I'm starting on Ruby, wanted to create a small tool that fetches my public IP and sends it over by email. I'm stumbling on a basic problem with a string comparison and an if/else block that won't process.

Code is quite simple (see below). The problem comes at the string comparison at line 21. What I'd want is that whenever the IP address changed from what was recorded in a file, the new IP overwrites the one in the file, and other actions (not in the current code) will ensue.

It looks like that sometimes the comparison is not executed, thus the statements following the if do not execute.

I'd like to understand why is that.
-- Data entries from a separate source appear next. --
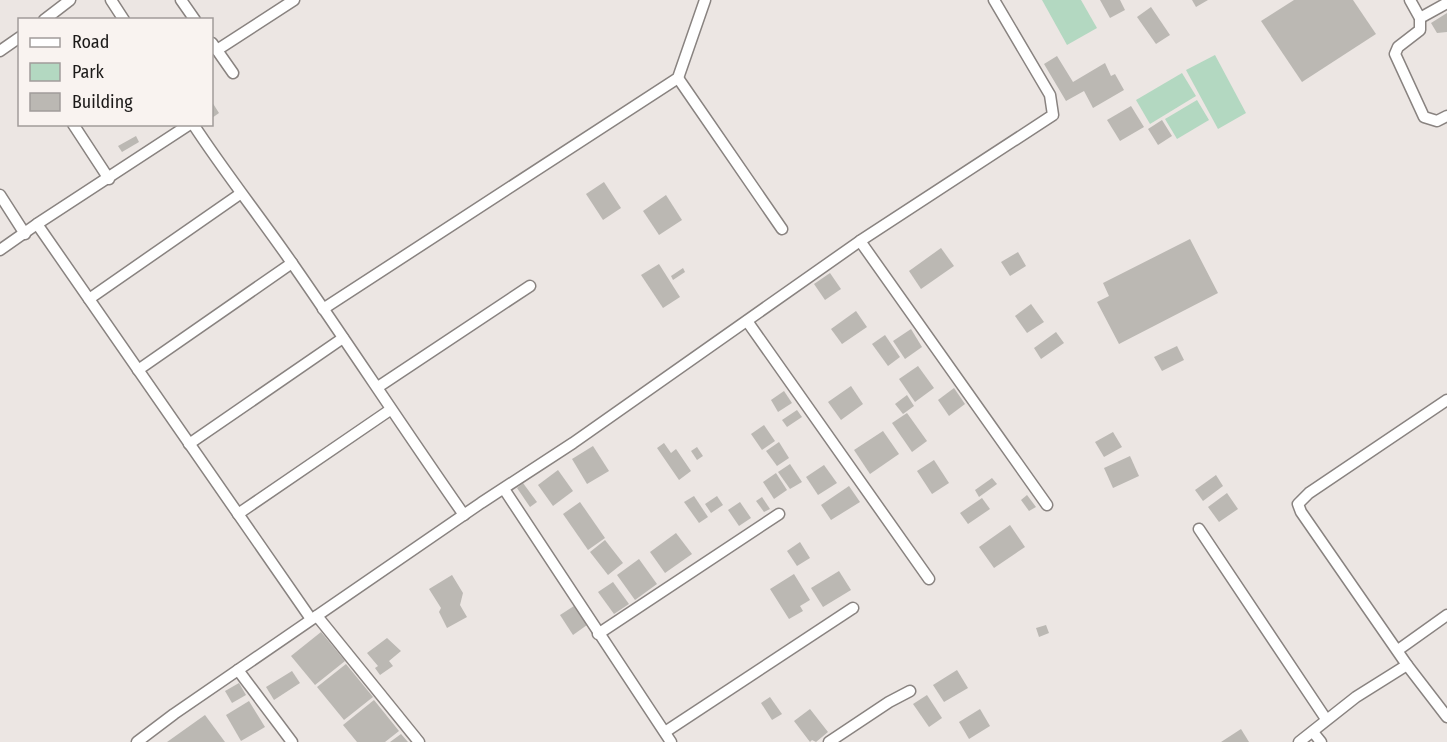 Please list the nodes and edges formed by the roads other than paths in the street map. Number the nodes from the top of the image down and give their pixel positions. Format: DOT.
graph roads {
  1 [pos="70,0"];
  2 [pos="111,0"];
  3 [pos="181,0"];
  4 [pos="294,0"];
  5 [pos="705,0"];
  6 [pos="994,0"];
  7 [pos="1410,0"];
  8 [pos="1447,3"];
  9 [pos="47,18"];
  10 [pos="123,18"];
  11 [pos="194,18"];
  12 [pos="1420,18"];
  13 [pos="18,40"];
  14 [pos="214,47"];
  15 [pos="0,51"];
  16 [pos="233,72"];
  17 [pos="678,78"];
  18 [pos="1447,116"];
  19 [pos="74,126"];
  20 [pos="188,126"];
  21 [pos="192,126"];
  22 [pos="109,179"];
  23 [pos="240,194"];
  24 [pos="0,195"];
  25 [pos="37,224"];
  26 [pos="782,229"];
  27 [pos="25,234"];
  28 [pos="860,241"];
  29 [pos="0,250"];
  30 [pos="292,263"];
  31 [pos="530,286"];
  32 [pos="89,299"];
  33 [pos="323,309"];
  34 [pos="747,321"];
  35 [pos="343,338"];
  36 [pos="138,370"];
  37 [pos="378,387"];
  38 [pos="1447,400"];
  39 [pos="390,410"];
  40 [pos="189,444"];
  41 [pos="504,489"];
  42 [pos="1047,505"];
  43 [pos="238,514"];
  44 [pos="779,514"];
  45 [pos="464,515"];
  46 [pos="1199,529"];
  47 [pos="929,579"];
  48 [pos="853,608"];
  49 [pos="1447,615"];
  50 [pos="314,618"];
  51 [pos="598,634"];
  52 [pos="1398,650"];
  53 [pos="1407,665"];
  54 [pos="238,670"];
  55 [pos="910,692"];
  56 [pos="1447,717"];
  57 [pos="1326,719"];
  58 [pos="1313,732"];
  59 [pos="152,738"];
  60 [pos="669,740"];
  61 [pos="137,742"];
  62 [pos="292,742"];
  63 [pos="419,742"];
  64 [pos="830,742"];
  65 [pos="1299,742"];
  66 [pos="1321,742"];
  1 -- 9 [label="street"];
  2 -- 10 [label="street"];
  3 -- 11 [label="street"];
  4 -- 14 [label="street"];
  5 -- 17 [label="street"];
  6 -- 28 [label="street"];
  7 -- 12 [label="street"];
  8 -- 12 [label="street"];
  12 -- 18 [label="street"];
  13 -- 15 [label="street"];
  14 -- 16 [label="street"];
  17 -- 26 [label="street"];
  17 -- 33 [label="street"];
  19 -- 22 [label="street"];
  20 -- 22 [label="street"];
  21 -- 23 [label="street"];
  22 -- 25 [label="street"];
  23 -- 30 [label="street"];
  23 -- 32 [label="street"];
  24 -- 27 [label="street"];
  25 -- 27 [label="street"];
  25 -- 32 [label="street"];
  27 -- 29 [label="street"];
  28 -- 34 [label="street"];
  28 -- 42 [label="street"];
  30 -- 33 [label="street"];
  30 -- 36 [label="street"];
  31 -- 37 [label="street"];
  32 -- 36 [label="street"];
  33 -- 35 [label="street"];
  34 -- 41 [label="street"];
  34 -- 47 [label="street"];
  35 -- 37 [label="street"];
  35 -- 40 [label="street"];
  36 -- 40 [label="street"];
  37 -- 39 [label="street"];
  38 -- 52 [label="street"];
  39 -- 43 [label="street"];
  39 -- 45 [label="street"];
  40 -- 43 [label="street"];
  41 -- 45 [label="street"];
  41 -- 51 [label="street"];
  43 -- 50 [label="street"];
  44 -- 51 [label="street"];
  45 -- 50 [label="street"];
  46 -- 57 [label="street"];
  48 -- 60 [label="street"];
  49 -- 52 [label="street"];
  50 -- 54 [label="street"];
  50 -- 63 [label="street"];
  51 -- 60 [label="street"];
  52 -- 53 [label="street"];
  53 -- 56 [label="street"];
  53 -- 57 [label="street"];
  54 -- 59 [label="street"];
  54 -- 62 [label="street"];
  55 -- 64 [label="street"];
  57 -- 58 [label="street"];
  58 -- 65 [label="street"];
  58 -- 66 [label="street"];
  59 -- 61 [label="street"];
} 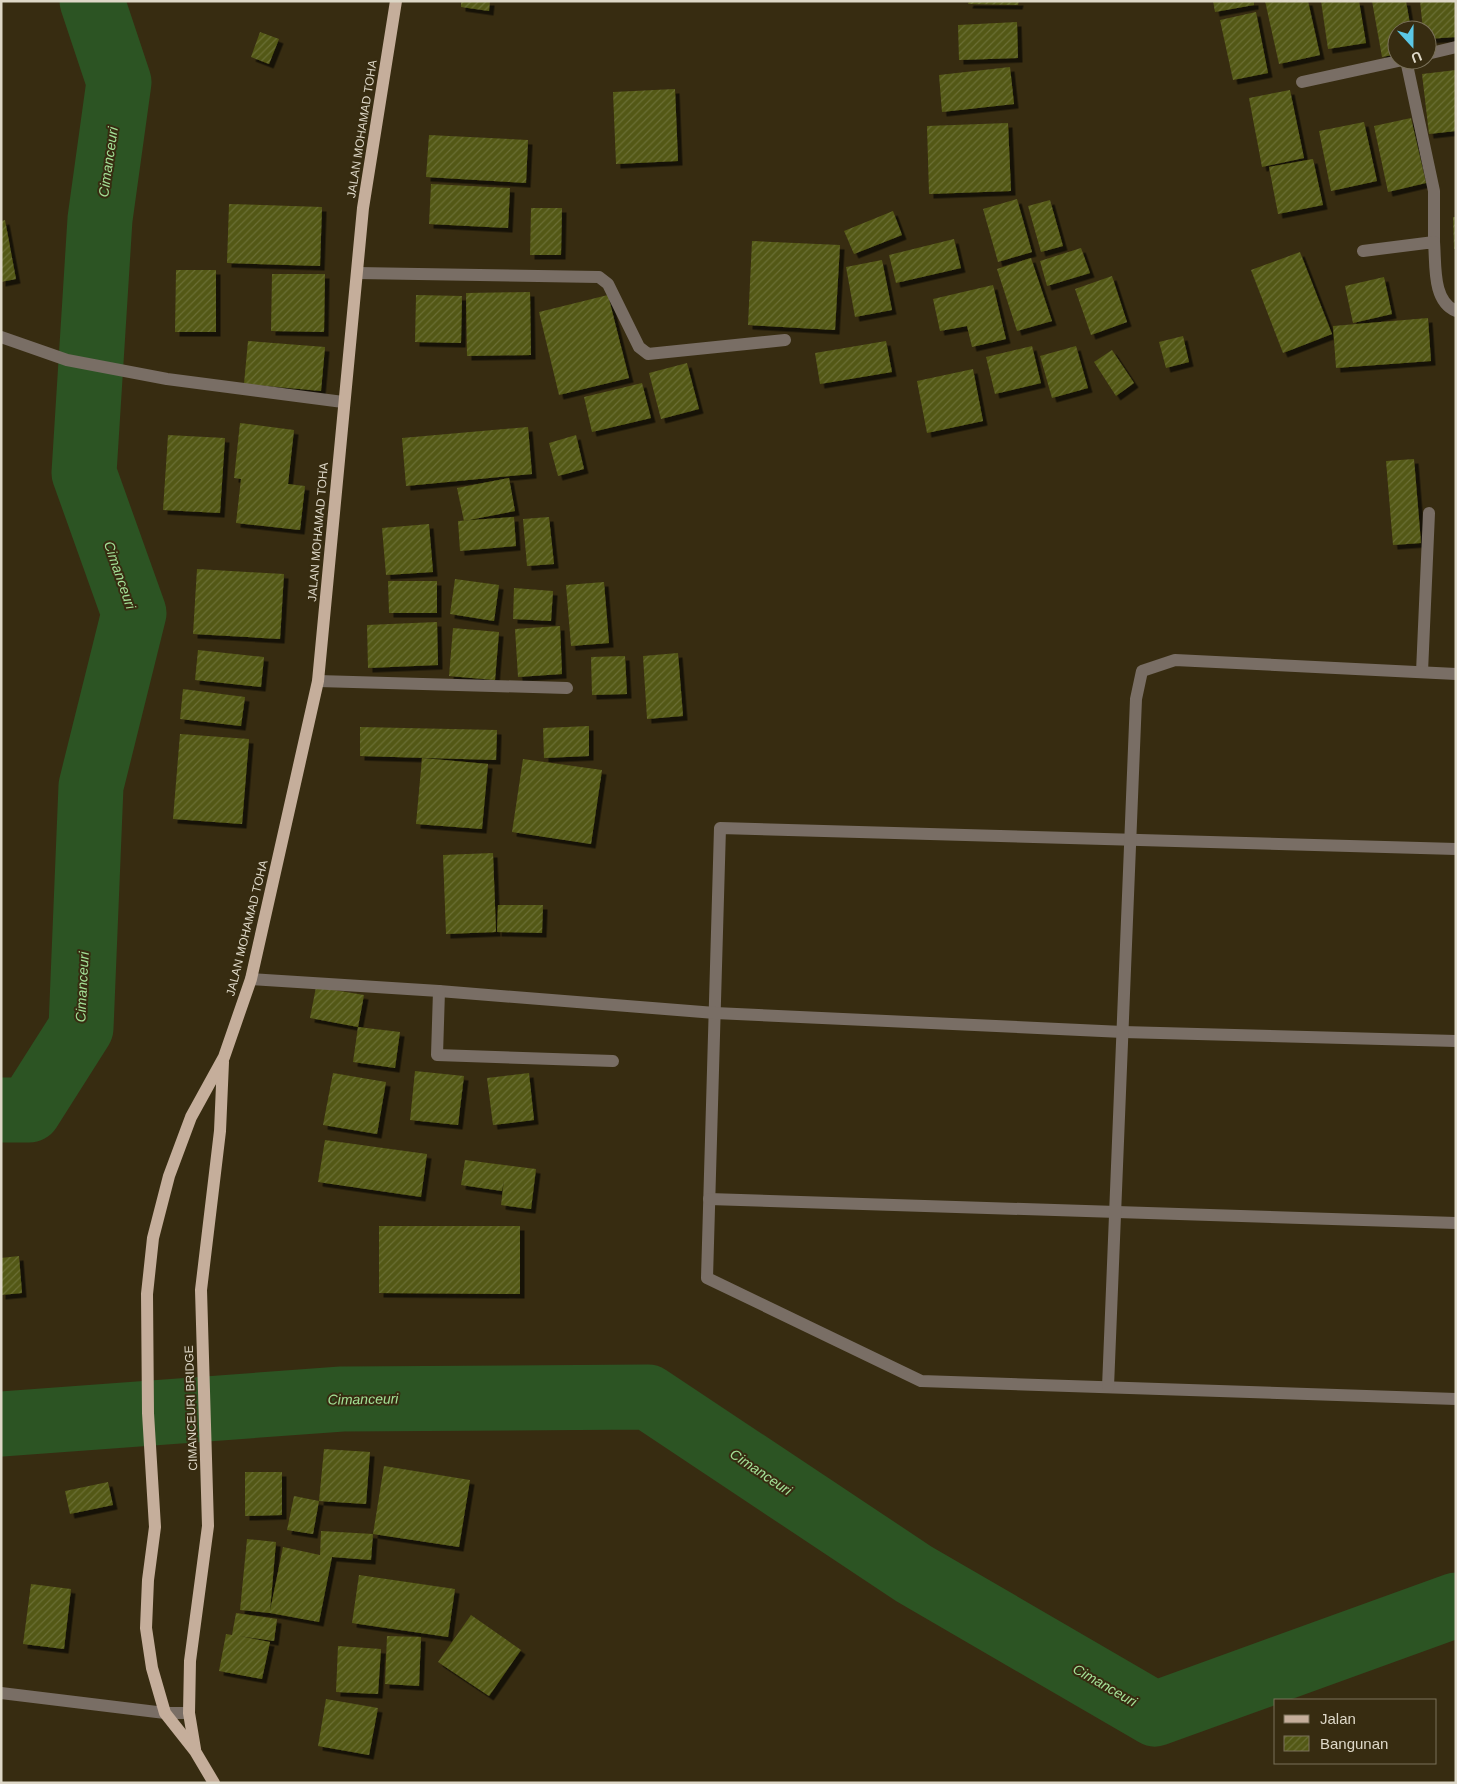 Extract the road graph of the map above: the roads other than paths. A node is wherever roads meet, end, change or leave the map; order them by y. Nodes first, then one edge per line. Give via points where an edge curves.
1 (396, 1) edge
2 (1456, 46) edge
3 (1437, 51) edge
4 (1387, 64) edge
5 (1406, 70) edge
6 (1302, 82) dead end
7 (1434, 242) junction
8 (1363, 251) dead end
9 (357, 273) junction
10 (1456, 311) edge
11 (1, 337) edge
12 (785, 340) dead end
13 (344, 402) junction
14 (1429, 513) dead end
15 (1422, 672) junction
16 (1456, 674) edge
17 (318, 681) junction
18 (567, 688) dead end
19 (1130, 840) junction
20 (1456, 849) edge
21 (251, 979) junction
22 (438, 991) junction
23 (714, 1014) junction
24 (1123, 1032) junction
25 (1456, 1041) edge
26 (224, 1057) junction
27 (613, 1061) dead end
28 (709, 1199) junction
29 (1115, 1212) junction
30 (1456, 1223) edge
31 (201, 1290) joint
32 (1108, 1387) junction
33 (1456, 1399) edge
34 (1, 1693) edge
35 (165, 1713) junction
36 (189, 1713) junction
37 (195, 1751) junction
38 (214, 1783) edge

1 - 9 main road, JALAN MOHAMAD TOHA via 363,208
2 - 3 street
4 - 6 street
5 - 7 street via 1434,191
7 - 8 street
7 - 10 street via 1440,298 1447,307
9 - 12 street via 599,277 608,284 639,347 648,354
9 - 13 main road, JALAN MOHAMAD TOHA
11 - 13 street via 67,360 168,379
13 - 17 main road, JALAN MOHAMAD TOHA
14 - 15 street
15 - 16 street
15 - 19 street via 1175,660 1142,671 1136,699
17 - 18 street
17 - 21 main road, JALAN MOHAMAD TOHA
19 - 20 street
19 - 23 street via 720,828
19 - 24 street
21 - 22 street
21 - 26 main road, JALAN MOHAMAD TOHA
22 - 23 street
22 - 27 street via 437,1055
23 - 24 street
23 - 28 street
24 - 25 street
24 - 29 street
26 - 31 main road, JALAN MOHAMAD TOHA via 220,1131
26 - 35 main road, JALAN MOHAMAD TOHA via 191,1117 169,1176 153,1238 147,1294 148,1413 155,1527 146,1628 152,1668
28 - 29 street
28 - 32 street via 707,1278 920,1381
29 - 30 street
29 - 32 street
31 - 36 main road, CIMANCEURI BRIDGE via 208,1526 190,1661
32 - 33 street
34 - 35 street
35 - 36 street
35 - 37 main road
36 - 37 main road, CIMANCEURI BRIDGE
37 - 38 main road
Line 21 has been changed at times for if (!oldIP == ip) to if (oldIP != ip), same result. I also suspect the return value to be ignored (dead code path ?) sometimes.

Here's the code

#!/usr/bin/env ruby

require "net/http"

puts "\e[H\e[2J"

def FetchIPAddress()
  oldIP = ""
  if File::exists?('/tmp/wanipaddress.txt')
    iFile = File.open('/tmp/wanipaddress.txt')
    oldIP = iFile.read()
    iFile.close()
  end

  oFile = File.open('/tmp/wanipaddress.txt', "w+")
  ip =  Net::HTTP.get(URI("https://api.ipify.org"))

  puts "old = " + oldIP
  puts "new = " + ip

  if (!oldIP == ip)
    puts "changed"
    oFile.puts ip
    oFile.close()
  else
    ip = "unchanged"
    puts "unchanged"
  end
  return ip
end

Really, I do see some erratic behaviour here; I suspect it's just me being a newbie with Ruby.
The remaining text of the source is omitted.